#### HOW TO COMPLETE THIS TASK
Return the data below exactly, minus the pictures.

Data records
Segment Open

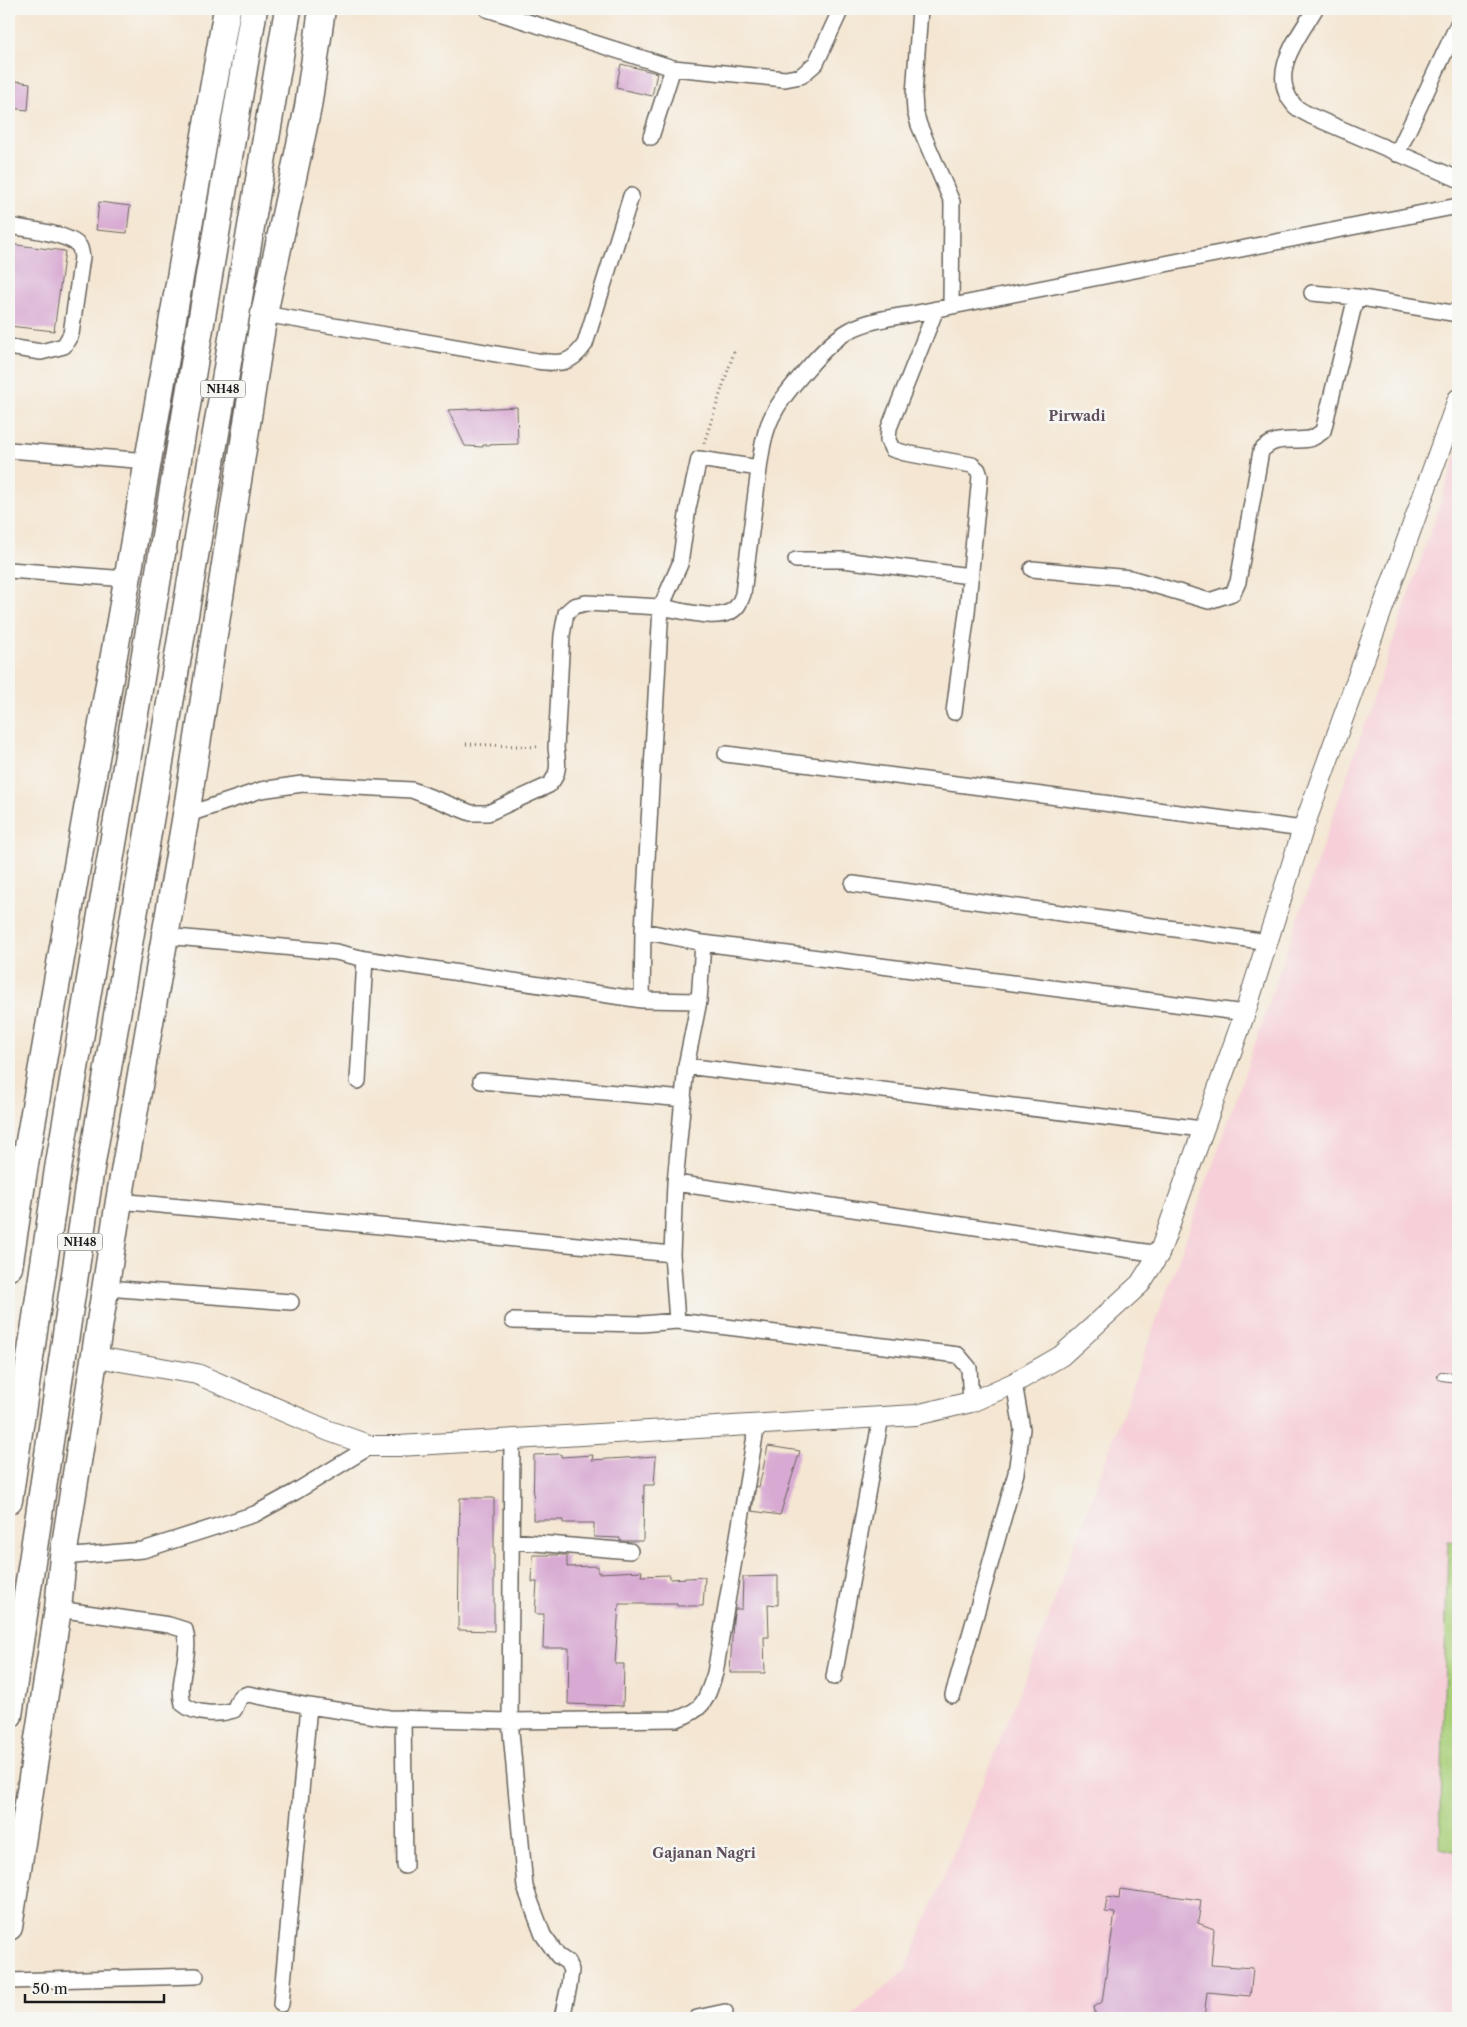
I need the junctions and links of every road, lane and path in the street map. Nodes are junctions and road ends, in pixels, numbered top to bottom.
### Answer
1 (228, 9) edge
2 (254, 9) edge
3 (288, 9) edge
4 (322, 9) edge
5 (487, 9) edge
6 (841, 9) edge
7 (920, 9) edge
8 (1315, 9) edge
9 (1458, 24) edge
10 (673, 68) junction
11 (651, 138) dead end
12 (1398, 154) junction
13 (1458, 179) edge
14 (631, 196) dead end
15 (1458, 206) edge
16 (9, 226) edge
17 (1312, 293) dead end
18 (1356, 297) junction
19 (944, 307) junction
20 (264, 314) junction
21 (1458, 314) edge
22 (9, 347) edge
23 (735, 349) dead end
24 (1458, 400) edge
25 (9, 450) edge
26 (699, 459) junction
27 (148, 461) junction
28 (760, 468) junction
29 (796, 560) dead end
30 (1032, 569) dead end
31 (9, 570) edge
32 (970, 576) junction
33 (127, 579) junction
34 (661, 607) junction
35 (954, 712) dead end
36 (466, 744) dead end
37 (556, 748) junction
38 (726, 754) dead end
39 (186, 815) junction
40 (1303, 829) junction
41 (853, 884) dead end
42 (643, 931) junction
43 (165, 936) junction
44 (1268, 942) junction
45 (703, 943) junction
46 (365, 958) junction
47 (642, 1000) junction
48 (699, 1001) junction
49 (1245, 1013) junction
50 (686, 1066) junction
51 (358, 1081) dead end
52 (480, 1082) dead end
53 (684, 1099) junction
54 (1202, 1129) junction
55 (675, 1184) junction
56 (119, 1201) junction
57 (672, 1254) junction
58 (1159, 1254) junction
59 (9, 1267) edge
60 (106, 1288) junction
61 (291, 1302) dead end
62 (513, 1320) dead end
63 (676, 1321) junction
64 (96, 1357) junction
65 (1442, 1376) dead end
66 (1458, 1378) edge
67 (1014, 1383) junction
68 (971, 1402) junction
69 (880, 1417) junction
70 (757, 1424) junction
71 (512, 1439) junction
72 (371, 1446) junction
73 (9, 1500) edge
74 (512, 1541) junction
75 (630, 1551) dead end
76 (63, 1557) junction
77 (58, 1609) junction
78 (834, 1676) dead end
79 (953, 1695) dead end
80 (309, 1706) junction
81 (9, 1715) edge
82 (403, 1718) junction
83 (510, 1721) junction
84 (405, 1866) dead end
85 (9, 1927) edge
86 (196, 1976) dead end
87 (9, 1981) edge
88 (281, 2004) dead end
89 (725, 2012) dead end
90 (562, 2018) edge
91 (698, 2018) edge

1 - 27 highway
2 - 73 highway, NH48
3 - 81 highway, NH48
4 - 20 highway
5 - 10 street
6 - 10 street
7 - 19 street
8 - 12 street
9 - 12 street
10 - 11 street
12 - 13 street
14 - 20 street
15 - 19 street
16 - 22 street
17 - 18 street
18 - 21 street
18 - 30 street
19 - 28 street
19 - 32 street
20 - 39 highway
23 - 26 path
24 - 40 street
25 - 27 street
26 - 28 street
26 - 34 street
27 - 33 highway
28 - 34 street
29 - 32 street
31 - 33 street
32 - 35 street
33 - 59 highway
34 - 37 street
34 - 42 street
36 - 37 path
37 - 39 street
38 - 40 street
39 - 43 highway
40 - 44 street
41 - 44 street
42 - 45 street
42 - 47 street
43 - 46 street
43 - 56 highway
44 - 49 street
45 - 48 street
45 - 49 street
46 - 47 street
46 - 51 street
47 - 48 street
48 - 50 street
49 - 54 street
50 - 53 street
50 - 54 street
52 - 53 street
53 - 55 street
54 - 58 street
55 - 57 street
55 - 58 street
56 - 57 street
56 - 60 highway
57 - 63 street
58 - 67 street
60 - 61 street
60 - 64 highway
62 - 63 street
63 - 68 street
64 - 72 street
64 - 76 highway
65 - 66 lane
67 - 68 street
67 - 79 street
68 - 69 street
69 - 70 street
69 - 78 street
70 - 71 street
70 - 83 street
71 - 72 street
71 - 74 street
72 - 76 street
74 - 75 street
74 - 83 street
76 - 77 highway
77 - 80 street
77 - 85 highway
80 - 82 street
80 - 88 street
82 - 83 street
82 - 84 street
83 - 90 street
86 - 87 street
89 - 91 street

Segment Closed

#### RESULT OF THIS TASK
I need the junctions and links of every road, lane and path in the street map. Nodes are junctions and road ends, in pixels, numbered top to bottom.
### Answer
1 (228, 9) edge
2 (254, 9) edge
3 (288, 9) edge
4 (322, 9) edge
5 (487, 9) edge
6 (841, 9) edge
7 (920, 9) edge
8 (1315, 9) edge
9 (1458, 24) edge
10 (673, 68) junction
11 (651, 138) dead end
12 (1398, 154) junction
13 (1458, 179) edge
14 (631, 196) dead end
15 (1458, 206) edge
16 (9, 226) edge
17 (1312, 293) dead end
18 (1356, 297) junction
19 (944, 307) junction
20 (264, 314) junction
21 (1458, 314) edge
22 (9, 347) edge
23 (735, 349) dead end
24 (1458, 400) edge
25 (9, 450) edge
26 (699, 459) junction
27 (148, 461) junction
28 (760, 468) junction
29 (796, 560) dead end
30 (1032, 569) dead end
31 (9, 570) edge
32 (970, 576) junction
33 (127, 579) junction
34 (661, 607) junction
35 (954, 712) dead end
36 (466, 744) dead end
37 (556, 748) junction
38 (726, 754) dead end
39 (186, 815) junction
40 (1303, 829) junction
41 (853, 884) dead end
42 (643, 931) junction
43 (165, 936) junction
44 (1268, 942) junction
45 (703, 943) junction
46 (365, 958) junction
47 (642, 1000) junction
48 (699, 1001) junction
49 (1245, 1013) junction
50 (686, 1066) junction
51 (358, 1081) dead end
52 (480, 1082) dead end
53 (684, 1099) junction
54 (1202, 1129) junction
55 (675, 1184) junction
56 (119, 1201) junction
57 (672, 1254) junction
58 (1159, 1254) junction
59 (9, 1267) edge
60 (106, 1288) junction
61 (291, 1302) dead end
62 (513, 1320) dead end
63 (676, 1321) junction
64 (96, 1357) junction
65 (1442, 1376) dead end
66 (1458, 1378) edge
67 (1014, 1383) junction
68 (971, 1402) junction
69 (880, 1417) junction
70 (757, 1424) junction
71 (512, 1439) junction
72 (371, 1446) junction
73 (9, 1500) edge
74 (512, 1541) junction
75 (630, 1551) dead end
76 (63, 1557) junction
77 (58, 1609) junction
78 (834, 1676) dead end
79 (953, 1695) dead end
80 (309, 1706) junction
81 (9, 1715) edge
82 (403, 1718) junction
83 (510, 1721) junction
84 (405, 1866) dead end
85 (9, 1927) edge
86 (196, 1976) dead end
87 (9, 1981) edge
88 (281, 2004) dead end
89 (725, 2012) dead end
90 (562, 2018) edge
91 (698, 2018) edge

1 - 27 highway
2 - 73 highway, NH48
3 - 81 highway, NH48
4 - 20 highway
5 - 10 street
6 - 10 street
7 - 19 street
8 - 12 street
9 - 12 street
10 - 11 street
12 - 13 street
14 - 20 street
15 - 19 street
16 - 22 street
17 - 18 street
18 - 21 street
18 - 30 street
19 - 28 street
19 - 32 street
20 - 39 highway
23 - 26 path
24 - 40 street
25 - 27 street
26 - 28 street
26 - 34 street
27 - 33 highway
28 - 34 street
29 - 32 street
31 - 33 street
32 - 35 street
33 - 59 highway
34 - 37 street
34 - 42 street
36 - 37 path
37 - 39 street
38 - 40 street
39 - 43 highway
40 - 44 street
41 - 44 street
42 - 45 street
42 - 47 street
43 - 46 street
43 - 56 highway
44 - 49 street
45 - 48 street
45 - 49 street
46 - 47 street
46 - 51 street
47 - 48 street
48 - 50 street
49 - 54 street
50 - 53 street
50 - 54 street
52 - 53 street
53 - 55 street
54 - 58 street
55 - 57 street
55 - 58 street
56 - 57 street
56 - 60 highway
57 - 63 street
58 - 67 street
60 - 61 street
60 - 64 highway
62 - 63 street
63 - 68 street
64 - 72 street
64 - 76 highway
65 - 66 lane
67 - 68 street
67 - 79 street
68 - 69 street
69 - 70 street
69 - 78 street
70 - 71 street
70 - 83 street
71 - 72 street
71 - 74 street
72 - 76 street
74 - 75 street
74 - 83 street
76 - 77 highway
77 - 80 street
77 - 85 highway
80 - 82 street
80 - 88 street
82 - 83 street
82 - 84 street
83 - 90 street
86 - 87 street
89 - 91 street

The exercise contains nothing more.